WHAT YOU HAVE TO DO: Output each record verbatim, with pictures left out.

DATA SHOWN:
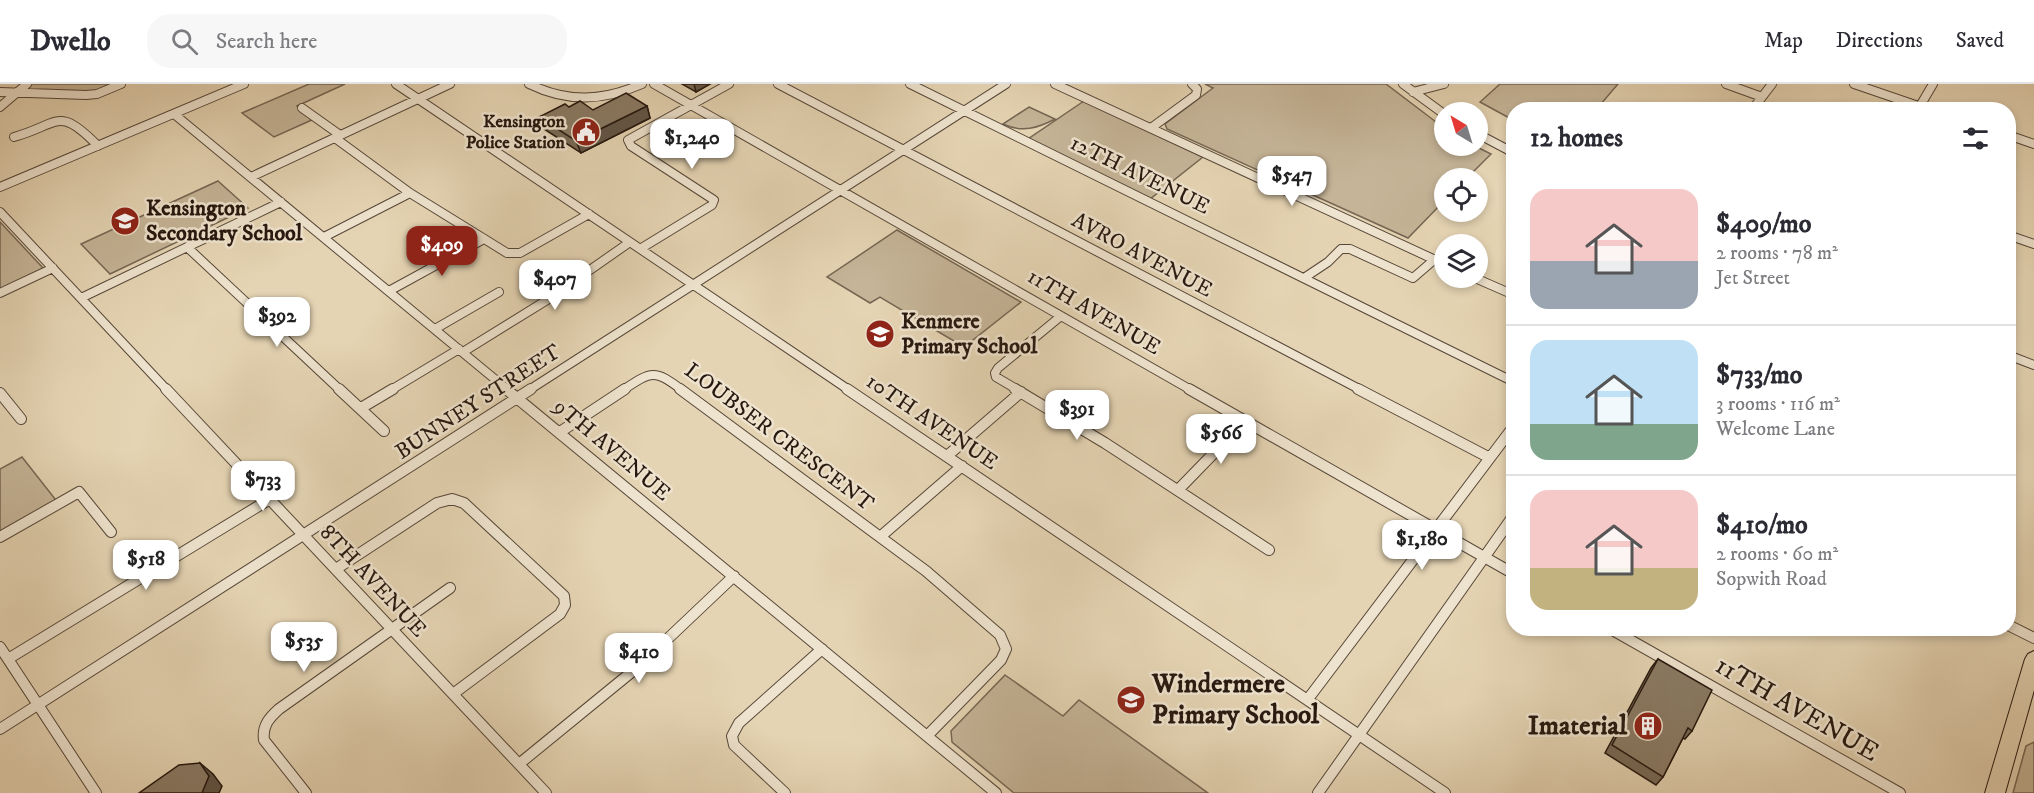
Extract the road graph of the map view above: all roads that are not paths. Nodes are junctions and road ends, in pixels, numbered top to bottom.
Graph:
1 (27, 84) edge
2 (121, 84) edge
3 (244, 84) edge
4 (396, 84) edge
5 (450, 84) edge
6 (528, 84) edge
7 (642, 84) edge
8 (654, 84) edge
9 (729, 84) edge
10 (778, 84) edge
11 (910, 84) edge
12 (1006, 84) edge
13 (1055, 84) edge
14 (1192, 84) edge
15 (1403, 84) edge
16 (1444, 84) edge
17 (1726, 84) edge
18 (1772, 84) edge
19 (1854, 84) edge
20 (1933, 84) edge
21 (0, 92) edge
22 (18, 92) junction
23 (1413, 92) junction
24 (1762, 96) junction
25 (418, 99) junction
26 (1758, 102) edge
27 (1908, 102) edge
28 (1922, 102) edge
29 (690, 105) junction
30 (0, 107) edge
31 (1434, 107) edge
32 (302, 108) dead end
33 (964, 111) junction
34 (174, 114) junction
35 (1151, 128) junction
36 (14, 136) dead end
37 (338, 136) junction
38 (2016, 138) edge
39 (1488, 139) edge
40 (2034, 144) edge
41 (98, 146) junction
42 (1506, 149) edge
43 (903, 150) junction
44 (251, 177) junction
45 (0, 187) edge
46 (841, 190) junction
47 (410, 193) junction
48 (281, 202) junction
49 (0, 212) edge
50 (589, 214) junction
51 (324, 237) junction
52 (2016, 238) edge
53 (482, 240) junction
54 (630, 242) junction
55 (2034, 244) edge
56 (187, 247) junction
57 (640, 249) junction
58 (1434, 259) edge
59 (1434, 260) edge
60 (53, 268) junction
61 (1304, 278) junction
62 (1488, 284) edge
63 (694, 285) junction
64 (389, 291) junction
65 (499, 292) dead end
66 (1506, 292) edge
67 (0, 293) edge
68 (81, 298) junction
69 (1061, 316) junction
70 (435, 329) junction
71 (461, 350) junction
72 (2016, 358) edge
73 (2034, 365) edge
74 (1506, 378) edge
75 (1021, 392) junction
76 (0, 393) edge
77 (518, 398) junction
78 (361, 408) junction
79 (21, 419) dead end
80 (1245, 421) junction
81 (384, 431) dead end
82 (560, 432) junction
83 (1506, 437) edge
84 (947, 456) junction
85 (1490, 458) junction
86 (962, 465) junction
87 (1178, 490) junction
88 (270, 499) junction
89 (1506, 526) edge
90 (1436, 530) junction
91 (111, 531) dead end
92 (304, 535) junction
93 (0, 537) edge
94 (880, 537) junction
95 (1269, 550) dead end
96 (1483, 557) junction
97 (336, 569) junction
98 (1506, 570) edge
99 (734, 576) junction
100 (450, 588) dead end
101 (391, 629) junction
102 (2016, 630) edge
103 (1623, 636) edge
104 (2034, 638) edge
105 (0, 647) edge
106 (822, 649) junction
107 (8, 659) junction
108 (2034, 659) edge
109 (453, 694) junction
110 (1308, 699) junction
111 (37, 705) junction
112 (0, 729) edge
113 (1359, 735) junction
114 (927, 736) junction
115 (519, 764) junction
116 (96, 793) edge
117 (306, 793) edge
118 (546, 793) edge
119 (785, 793) edge
120 (996, 793) edge
121 (1318, 793) edge
122 (1446, 793) edge
123 (1900, 793) edge
124 (1995, 793) edge

1 - 22 street
2 - 22 street
3 - 34 street
4 - 25 street, 10TH AVENUE
5 - 25 street
6 - 7 street
8 - 29 street, 11TH AVENUE
9 - 29 street
10 - 43 street, AVRO AVENUE
11 - 33 street, 12TH AVENUE
12 - 33 street, BUNNEY STREET
13 - 35 street
14 - 35 street
15 - 23 street
16 - 23 street
17 - 24 street
18 - 24 street
19 - 27 street
20 - 28 street
21 - 22 street
22 - 30 street
23 - 31 street
24 - 26 street
25 - 37 street
25 - 50 street, 10TH AVENUE
29 - 46 street, 11TH AVENUE
29 - 57 street
32 - 37 street
33 - 43 street, BUNNEY STREET
33 - 61 street, 12TH AVENUE
34 - 41 street
34 - 44 street, 9TH AVENUE
35 - 58 street
36 - 41 street
37 - 44 street
37 - 47 street
38 - 40 street
39 - 42 street
41 - 45 street
43 - 46 street, BUNNEY STREET
43 - 85 street, AVRO AVENUE
44 - 48 street, 9TH AVENUE
46 - 63 street, BUNNEY STREET
46 - 69 street, 11TH AVENUE
47 - 51 street
47 - 53 street
48 - 51 street, 9TH AVENUE
48 - 56 street
49 - 60 street, 8TH AVENUE
50 - 53 street
50 - 54 street, 10TH AVENUE
51 - 64 street, 9TH AVENUE
52 - 55 street
53 - 64 street
54 - 57 street, 10TH AVENUE
54 - 71 street
56 - 68 street
56 - 78 street
57 - 63 street, 10TH AVENUE
59 - 61 street
60 - 67 street
60 - 68 street, 8TH AVENUE
61 - 74 street, 12TH AVENUE
62 - 66 street
63 - 77 street, BUNNEY STREET
63 - 84 street, 10TH AVENUE
64 - 70 street, 9TH AVENUE
65 - 70 street
68 - 88 street, 8TH AVENUE
69 - 75 street
69 - 80 street, 11TH AVENUE
70 - 71 street, 9TH AVENUE
71 - 77 street, 9TH AVENUE
71 - 78 street
72 - 73 street
75 - 84 street
75 - 87 street
76 - 79 street
77 - 82 street, 9TH AVENUE
77 - 92 street, BUNNEY STREET
78 - 81 street
80 - 87 street
80 - 90 street, 11TH AVENUE
82 - 94 street, LOUBSER CRESCENT
82 - 99 street, 9TH AVENUE
83 - 85 street
84 - 86 street, 10TH AVENUE
85 - 90 street
86 - 94 street, LOUBSER CRESCENT
86 - 110 street, 10TH AVENUE
87 - 95 street
88 - 92 street, 8TH AVENUE
88 - 107 street
89 - 96 street
90 - 96 street, 11TH AVENUE
90 - 110 street
91 - 93 street
92 - 97 street, 8TH AVENUE
92 - 111 street, BUNNEY STREET
94 - 114 street, LOUBSER CRESCENT
96 - 98 street, 11TH AVENUE
96 - 113 street
97 - 101 street, 8TH AVENUE
97 - 109 street
99 - 106 street, 9TH AVENUE
99 - 115 street
100 - 101 street
101 - 109 street, 8TH AVENUE
101 - 117 street
102 - 104 street
103 - 123 street, 11TH AVENUE
105 - 107 street
106 - 114 street, 9TH AVENUE
106 - 119 street
107 - 111 street
108 - 124 main road
109 - 115 street, 8TH AVENUE
110 - 113 street, 10TH AVENUE
111 - 112 street, BUNNEY STREET
111 - 116 street
113 - 121 street
113 - 122 street, 10TH AVENUE
114 - 120 street, 9TH AVENUE
115 - 118 street, 8TH AVENUE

EXERCISE OUTPUT:
Extract the road graph of the map view above: all roads that are not paths. Nodes are junctions and road ends, in pixels, numbered top to bottom.
Graph:
1 (27, 84) edge
2 (121, 84) edge
3 (244, 84) edge
4 (396, 84) edge
5 (450, 84) edge
6 (528, 84) edge
7 (642, 84) edge
8 (654, 84) edge
9 (729, 84) edge
10 (778, 84) edge
11 (910, 84) edge
12 (1006, 84) edge
13 (1055, 84) edge
14 (1192, 84) edge
15 (1403, 84) edge
16 (1444, 84) edge
17 (1726, 84) edge
18 (1772, 84) edge
19 (1854, 84) edge
20 (1933, 84) edge
21 (0, 92) edge
22 (18, 92) junction
23 (1413, 92) junction
24 (1762, 96) junction
25 (418, 99) junction
26 (1758, 102) edge
27 (1908, 102) edge
28 (1922, 102) edge
29 (690, 105) junction
30 (0, 107) edge
31 (1434, 107) edge
32 (302, 108) dead end
33 (964, 111) junction
34 (174, 114) junction
35 (1151, 128) junction
36 (14, 136) dead end
37 (338, 136) junction
38 (2016, 138) edge
39 (1488, 139) edge
40 (2034, 144) edge
41 (98, 146) junction
42 (1506, 149) edge
43 (903, 150) junction
44 (251, 177) junction
45 (0, 187) edge
46 (841, 190) junction
47 (410, 193) junction
48 (281, 202) junction
49 (0, 212) edge
50 (589, 214) junction
51 (324, 237) junction
52 (2016, 238) edge
53 (482, 240) junction
54 (630, 242) junction
55 (2034, 244) edge
56 (187, 247) junction
57 (640, 249) junction
58 (1434, 259) edge
59 (1434, 260) edge
60 (53, 268) junction
61 (1304, 278) junction
62 (1488, 284) edge
63 (694, 285) junction
64 (389, 291) junction
65 (499, 292) dead end
66 (1506, 292) edge
67 (0, 293) edge
68 (81, 298) junction
69 (1061, 316) junction
70 (435, 329) junction
71 (461, 350) junction
72 (2016, 358) edge
73 (2034, 365) edge
74 (1506, 378) edge
75 (1021, 392) junction
76 (0, 393) edge
77 (518, 398) junction
78 (361, 408) junction
79 (21, 419) dead end
80 (1245, 421) junction
81 (384, 431) dead end
82 (560, 432) junction
83 (1506, 437) edge
84 (947, 456) junction
85 (1490, 458) junction
86 (962, 465) junction
87 (1178, 490) junction
88 (270, 499) junction
89 (1506, 526) edge
90 (1436, 530) junction
91 (111, 531) dead end
92 (304, 535) junction
93 (0, 537) edge
94 (880, 537) junction
95 (1269, 550) dead end
96 (1483, 557) junction
97 (336, 569) junction
98 (1506, 570) edge
99 (734, 576) junction
100 (450, 588) dead end
101 (391, 629) junction
102 (2016, 630) edge
103 (1623, 636) edge
104 (2034, 638) edge
105 (0, 647) edge
106 (822, 649) junction
107 (8, 659) junction
108 (2034, 659) edge
109 (453, 694) junction
110 (1308, 699) junction
111 (37, 705) junction
112 (0, 729) edge
113 (1359, 735) junction
114 (927, 736) junction
115 (519, 764) junction
116 (96, 793) edge
117 (306, 793) edge
118 (546, 793) edge
119 (785, 793) edge
120 (996, 793) edge
121 (1318, 793) edge
122 (1446, 793) edge
123 (1900, 793) edge
124 (1995, 793) edge

1 - 22 street
2 - 22 street
3 - 34 street
4 - 25 street, 10TH AVENUE
5 - 25 street
6 - 7 street
8 - 29 street, 11TH AVENUE
9 - 29 street
10 - 43 street, AVRO AVENUE
11 - 33 street, 12TH AVENUE
12 - 33 street, BUNNEY STREET
13 - 35 street
14 - 35 street
15 - 23 street
16 - 23 street
17 - 24 street
18 - 24 street
19 - 27 street
20 - 28 street
21 - 22 street
22 - 30 street
23 - 31 street
24 - 26 street
25 - 37 street
25 - 50 street, 10TH AVENUE
29 - 46 street, 11TH AVENUE
29 - 57 street
32 - 37 street
33 - 43 street, BUNNEY STREET
33 - 61 street, 12TH AVENUE
34 - 41 street
34 - 44 street, 9TH AVENUE
35 - 58 street
36 - 41 street
37 - 44 street
37 - 47 street
38 - 40 street
39 - 42 street
41 - 45 street
43 - 46 street, BUNNEY STREET
43 - 85 street, AVRO AVENUE
44 - 48 street, 9TH AVENUE
46 - 63 street, BUNNEY STREET
46 - 69 street, 11TH AVENUE
47 - 51 street
47 - 53 street
48 - 51 street, 9TH AVENUE
48 - 56 street
49 - 60 street, 8TH AVENUE
50 - 53 street
50 - 54 street, 10TH AVENUE
51 - 64 street, 9TH AVENUE
52 - 55 street
53 - 64 street
54 - 57 street, 10TH AVENUE
54 - 71 street
56 - 68 street
56 - 78 street
57 - 63 street, 10TH AVENUE
59 - 61 street
60 - 67 street
60 - 68 street, 8TH AVENUE
61 - 74 street, 12TH AVENUE
62 - 66 street
63 - 77 street, BUNNEY STREET
63 - 84 street, 10TH AVENUE
64 - 70 street, 9TH AVENUE
65 - 70 street
68 - 88 street, 8TH AVENUE
69 - 75 street
69 - 80 street, 11TH AVENUE
70 - 71 street, 9TH AVENUE
71 - 77 street, 9TH AVENUE
71 - 78 street
72 - 73 street
75 - 84 street
75 - 87 street
76 - 79 street
77 - 82 street, 9TH AVENUE
77 - 92 street, BUNNEY STREET
78 - 81 street
80 - 87 street
80 - 90 street, 11TH AVENUE
82 - 94 street, LOUBSER CRESCENT
82 - 99 street, 9TH AVENUE
83 - 85 street
84 - 86 street, 10TH AVENUE
85 - 90 street
86 - 94 street, LOUBSER CRESCENT
86 - 110 street, 10TH AVENUE
87 - 95 street
88 - 92 street, 8TH AVENUE
88 - 107 street
89 - 96 street
90 - 96 street, 11TH AVENUE
90 - 110 street
91 - 93 street
92 - 97 street, 8TH AVENUE
92 - 111 street, BUNNEY STREET
94 - 114 street, LOUBSER CRESCENT
96 - 98 street, 11TH AVENUE
96 - 113 street
97 - 101 street, 8TH AVENUE
97 - 109 street
99 - 106 street, 9TH AVENUE
99 - 115 street
100 - 101 street
101 - 109 street, 8TH AVENUE
101 - 117 street
102 - 104 street
103 - 123 street, 11TH AVENUE
105 - 107 street
106 - 114 street, 9TH AVENUE
106 - 119 street
107 - 111 street
108 - 124 main road
109 - 115 street, 8TH AVENUE
110 - 113 street, 10TH AVENUE
111 - 112 street, BUNNEY STREET
111 - 116 street
113 - 121 street
113 - 122 street, 10TH AVENUE
114 - 120 street, 9TH AVENUE
115 - 118 street, 8TH AVENUE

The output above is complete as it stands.